The Trailblazers (26-4) welcomed six transfers this season to run the break with Cassius Stanley, a five-star recruit deemed one of the best junior guards in the country. He is the son of longtime sports agent Jerome Stanley. Sierra Canyon trots out a lineup of guys with remarkable athletic genes in the sons of retired NBA players: Scottie Pippen Jr., Duane Washington Jr. (and nephew of one-time Lakers guard Derek Fisher), Kenyon Martin Jr. and Terren Frank, son of Tellis.
Kenyon Martin the elder was a bruising NBA sort, and he pulled his son out of Oaks Christian High of Westlake Village during his freshman season to wake him up academically.
So how is Sheldon supposed to keep up with this group? Simple.
The retired NBA guys aren't eligible any more. Sheldon has knocked off teams dotted with college recruits throughout these playoffs with the timeless formula of moving the ball, attacking the lane and rim, shooting off screens and defending with fierce determination.
Dale Currie doesn't back down from anyone, certainly not the array of stars at Bishop O'Dowd of Oakland in last Saturday's NorCal finals victory in Santa Clara. The same can be said of fellow guards Xavion and Xavier Brown, Dom Johnson and Justin Nguyen and forwards/bigs Ronald Agebsar and Chris Wriedt.
"We just go out and do our thing," Currie said, which translates to this: Compete.

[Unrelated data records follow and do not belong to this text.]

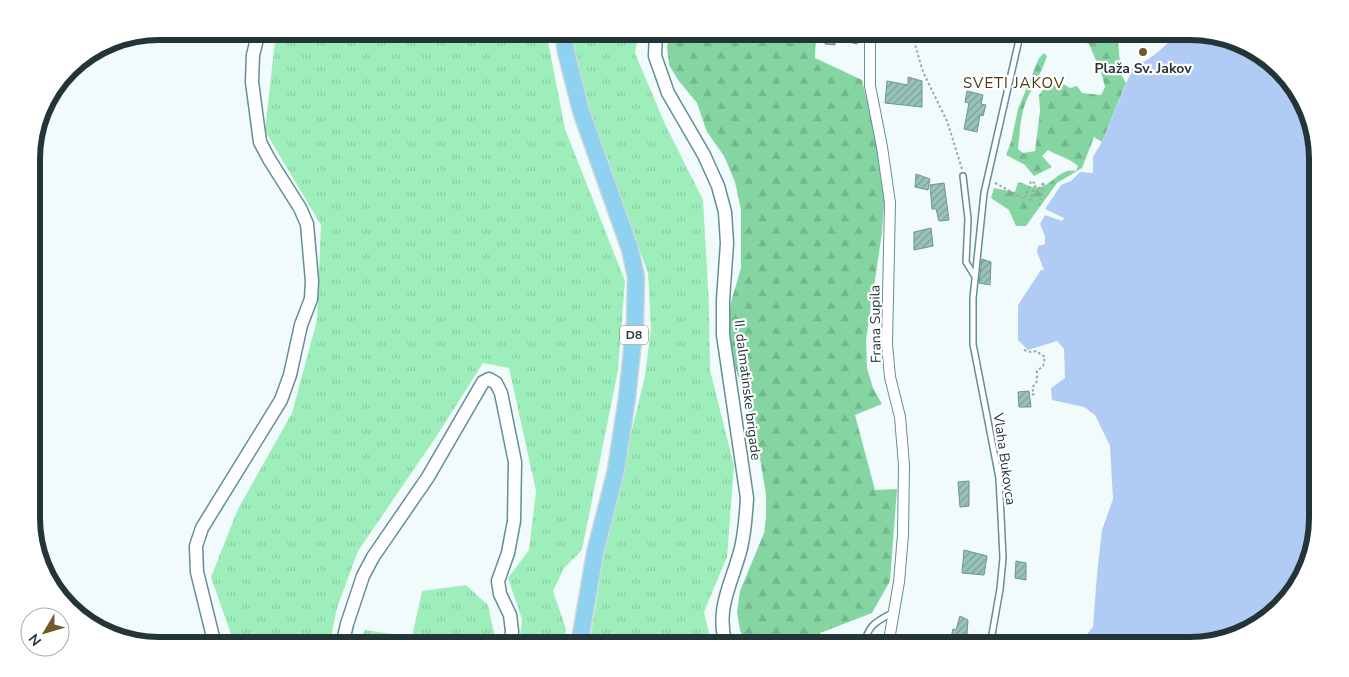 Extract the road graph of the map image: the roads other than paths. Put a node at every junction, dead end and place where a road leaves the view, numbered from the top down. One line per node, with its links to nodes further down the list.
1 (257, 40): 9 (street)
2 (564, 40): 12 (main road, D8)
3 (656, 40): 13 (street, II. dalmatinske brigade)
4 (870, 40): 8 (street, Frana Supila)
5 (1019, 40): 7 (lane, Vlaha Bukovca)
6 (963, 176): 7 (lane, Vlaha Bukovca)
7 (974, 276): 16 (lane, Vlaha Bukovca)
8 (893, 612): 14 (lane); 15 (street, Frana Supila)
9 (213, 637)
10 (344, 637): 11 (street)
11 (511, 637)
12 (581, 637)
13 (725, 637)
14 (867, 637)
15 (889, 637)
16 (992, 637)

Said Wriedt after beating O'Dowd, "What this says is we can compete with anybody and win—public schools, private schools, Bay Area schools, Fresno schools."
Do we hear schools of the rich and famous?
The only other area team in the finals is a familiar one. West Campus of the Sacramento Unified School District won CIF State girls D-IV honors a year ago, returned the bulk of the roster under coach John Langston, and will play 2 p.m. Friday against Sunny Hills of Fullerton for D-III honors. West Campus is easy to root for. These girls can aptly be scholars and ballers, their academic prowess matched by their basketball skills and efforts.
There will even be a Shaq sighting on Friday during that contest as Shaquille O'Neal expects to squeeze himself into the Golden 1 seats. He might not even need a ticket as he is a minority owner of the Kings, and the father of Shareef O'Neal, one of the country's most tantalizing talents. The young one is a 6-10 dunking and defensive marvel for Crossroads High of Santa Monica, which plays for the Division II title 4 p.m. Friday against Alameda, following West Campus.
Said young O'Neal about having older O'Neal sitting courtside during Saturday's 54-50 win over Birmingham of Lake Balboa in the SoCal Regional finals?
"It's a regular game, nothing different," the kid said. Shareef said he gained his people skills—jovial—from his famous father. Shaq poked his head into his son's locker room amid a team celebration and yelped, "Oh yes!"
We might offer Shaq's emphatic declaration as to whether or not the CIF action is worth a peek this weekend.